Historically, this period might have been proven even scarcer because massive logging probably did not occur and the forest interior was more resemblant of Voyageurs National Park than of modern-day intensely managed forestry landscapes.

As a result, the litter size and the pup mortality rate would not have been fully compatible.

The strain of having to provide for the pups under low resource circumstances combined with the need of the breeding to sustain themselves and to share with subordinates, could have exhausted the breeding pair renewing the tendency for them to frequent overabundant prey areas when the pups became more mobile.

Also, this could have encouraged dispersal by subordinates leaving the pack vulnerably small during winter and leading to ‘keeping the litter as large as possible’ scenario.

This could have been one of the reasons why large litter size wolf packs were not selected against naturally – those that managed to raise as many pups as possible would have succeeded at defending their breeding territory.

Additionally, as the wolf pack resumed roaming more widely, they would have been subjected to wintertime hunting for wolf pelts.

As a result, the pack count would have dropped, and, once again, it would have been vital to have as many surviving pups as possible.

These conditions resemble some of the life aspects of r-selected species.

In our day, we often hail wolf reintroduction as a method of reducing the overabundant prey species.

More rarely, we consider how this overabundance (and lack of management adaptations to reduce ungulate populations to more natural levels through transforming our forestry and agriculture methods) would affect the wolves we reintroduce to save what we have damaged.

Firstly, there is a great possibility that the initial overabundance in wilder ecosystems with lost predator-prey associations would first lead to large packs with big litters and then to extremely high intraspecific strife and increased wolf mortality as the prey populations return to their sustainable levels.
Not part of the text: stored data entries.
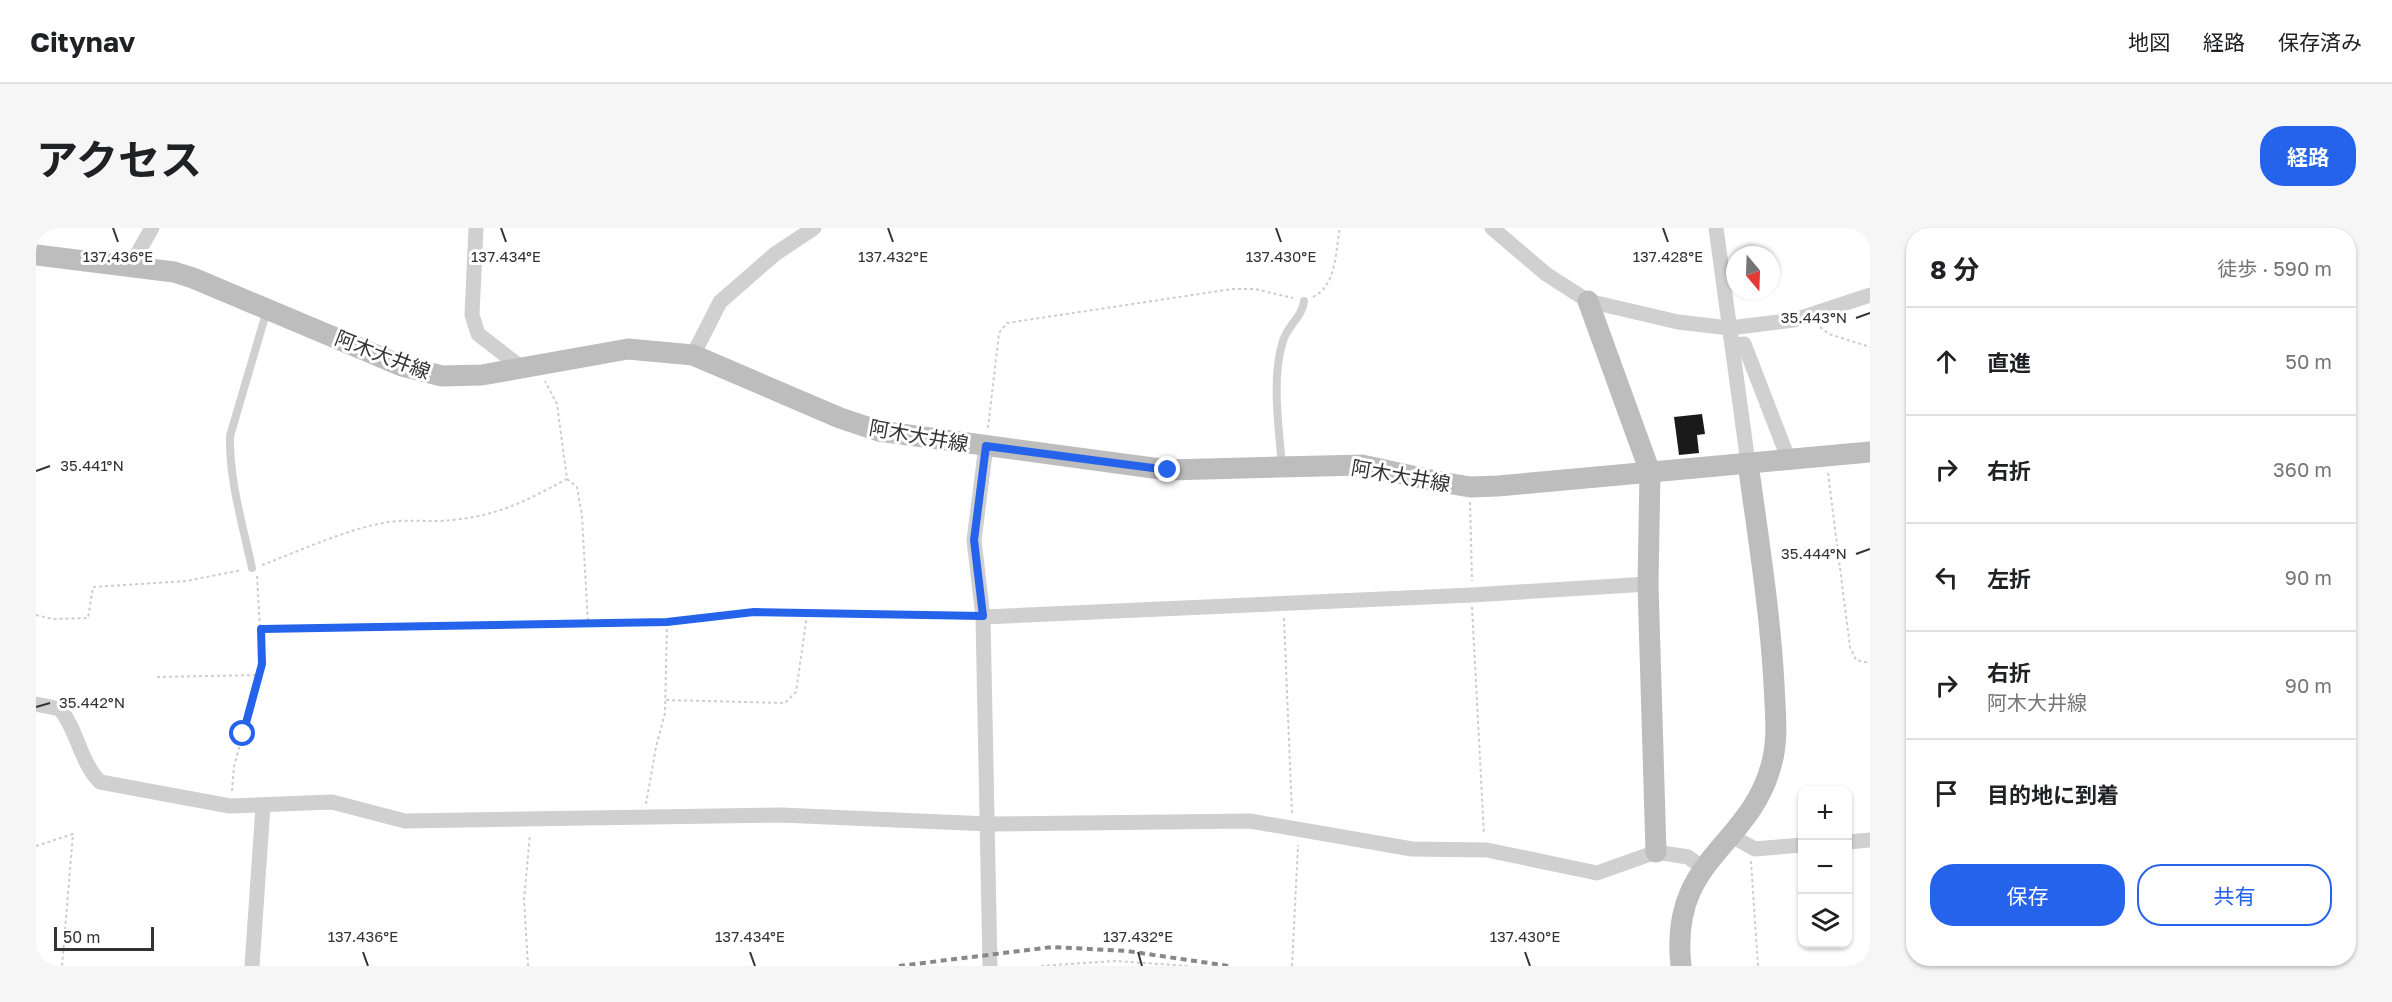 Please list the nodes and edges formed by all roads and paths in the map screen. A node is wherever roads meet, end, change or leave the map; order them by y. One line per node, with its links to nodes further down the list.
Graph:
1 (152, 228): 8 (street)
2 (476, 228): 18 (street)
3 (814, 228): 17 (street)
4 (1340, 228): 10 (path)
5 (1492, 228): 11 (street)
6 (1716, 228): 14 (street)
7 (36, 255): 8 (main road, 阿木大井線)
8 (129, 268): 12 (main road, 阿木大井線)
9 (1870, 295): 13 (street)
10 (1304, 301): 19 (path); 24 (lane)
11 (1588, 301): 14 (street); 25 (main road)
12 (267, 308): 18 (main road, 阿木大井線); 28 (lane)
13 (1815, 313): 14 (street); 16 (path)
14 (1730, 328): 15 (street)
15 (1732, 345): 22 (street); 23 (street)
16 (1870, 347)
17 (693, 355): 18 (main road, 阿木大井線); 19 (main road, 阿木大井線)
18 (530, 367): 26 (path)
19 (986, 446): 24 (main road, 阿木大井線); 34 (street)
20 (1870, 452): 21 (main road, 阿木大井線)
21 (1826, 456): 22 (main road, 阿木大井線); 38 (path)
22 (1788, 458): 23 (main road, 阿木大井線)
23 (1748, 463): 25 (main road, 阿木大井線); 49 (main road)
24 (1282, 466): 27 (main road, 阿木大井線)
25 (1650, 472): 27 (main road, 阿木大井線); 29 (main road)
26 (567, 479): 36 (path); 37 (path)
27 (1470, 487): 30 (path)
28 (252, 568): 32 (path)
29 (1648, 584): 30 (street); 56 (main road)
30 (1472, 596): 31 (street); 55 (path)
31 (1283, 604): 34 (street); 48 (path)
32 (36, 615)
33 (807, 615): 34 (path); 35 (path); 41 (path)
34 (983, 616): 47 (street)
35 (667, 622): 36 (path); 41 (path)
36 (588, 624): 37 (path)
37 (261, 629): 39 (path)
38 (1870, 663)
39 (259, 675): 40 (path); 43 (path)
40 (157, 677)
41 (666, 700): 45 (path)
42 (36, 705): 43 (street)
43 (230, 806): 44 (street)
44 (262, 806): 46 (street); 59 (street)
45 (646, 815): 46 (street); 47 (street)
46 (531, 819): 60 (path)
47 (989, 824): 48 (street); 61 (street)
48 (1296, 829): 55 (street); 64 (path)
49 (1730, 835): 54 (street); 57 (main road)
50 (1870, 840): 51 (street)
51 (1852, 842)
52 (1798, 845): 54 (street)
53 (36, 846): 58 (path)
54 (1750, 847): 66 (path)
55 (1485, 850): 56 (street)
56 (1656, 852): 57 (street)
57 (1703, 868): 65 (main road)
58 (62, 966)
59 (252, 966)
60 (528, 966)
61 (990, 966)
62 (1041, 966): 63 (path)
63 (1189, 966)
64 (1292, 966)
65 (1681, 966)
66 (1758, 966)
Should we not consider the history we are setting for these wolf packs and the dramatic fates they will be subjected to as they heal the ecosystems from abnormal to normal conditions?

Secondly, most wolves outside of nature preserves and on the edges of nature preserves are subjected to conditions where during winter they can hunt also in relatively anthropogenic landscapes but during summer they must observe a reclusive lifestyle.

If we create conditions where there is a huge contrast between these two habitats, we are subjecting wolves to high pup mortality rates or to inadequate ability to retain the necessary number of subordinates during the summer/fall period and to teach them important life skills that they will need after they disperse and establish a family of their own.

Thirdly, if most wolf packs live in areas where large litter size is not selected against due to prey overabundance (in winter and/or summer), as a species, this highly vagile animal would not adapt to the ‘true wilderness’ conditions and in our nature preserves (such as national parks) as well as under sustainable forest management conditions wolves might not be able to provide for their large litters.

We are creating evolutionary conditions that imply high stress for the breeding adults, high pup mortality in natural areas and species adaptations to abnormal habitats.

We are forcing a K-selected species with its respective psychology, physiology and intense investment in each offspring, to lead a partly r-selected lifestyle.

I do not believe that the anthropogenic influence in ungulate abundance and distribution has caused a larger litter size in wolves.

Many canids have similar-sized litters and perhaps so did the ancestors of wolves.

However, large predators (K-strategists) tend to have smaller litter sizes or even give birth every other/third year (bears).

I believe that other traits in wolves (such as physical/psychological devotion to family and investment in all pups) are suggestive of a species that would rather profit from a slightly smaller litter.

Perhaps we have created environmental conditions that have interfered with certain aspects of the grey wolf evolution that would have otherwise taken the direction of a slightly reduced litter size (at parturition already).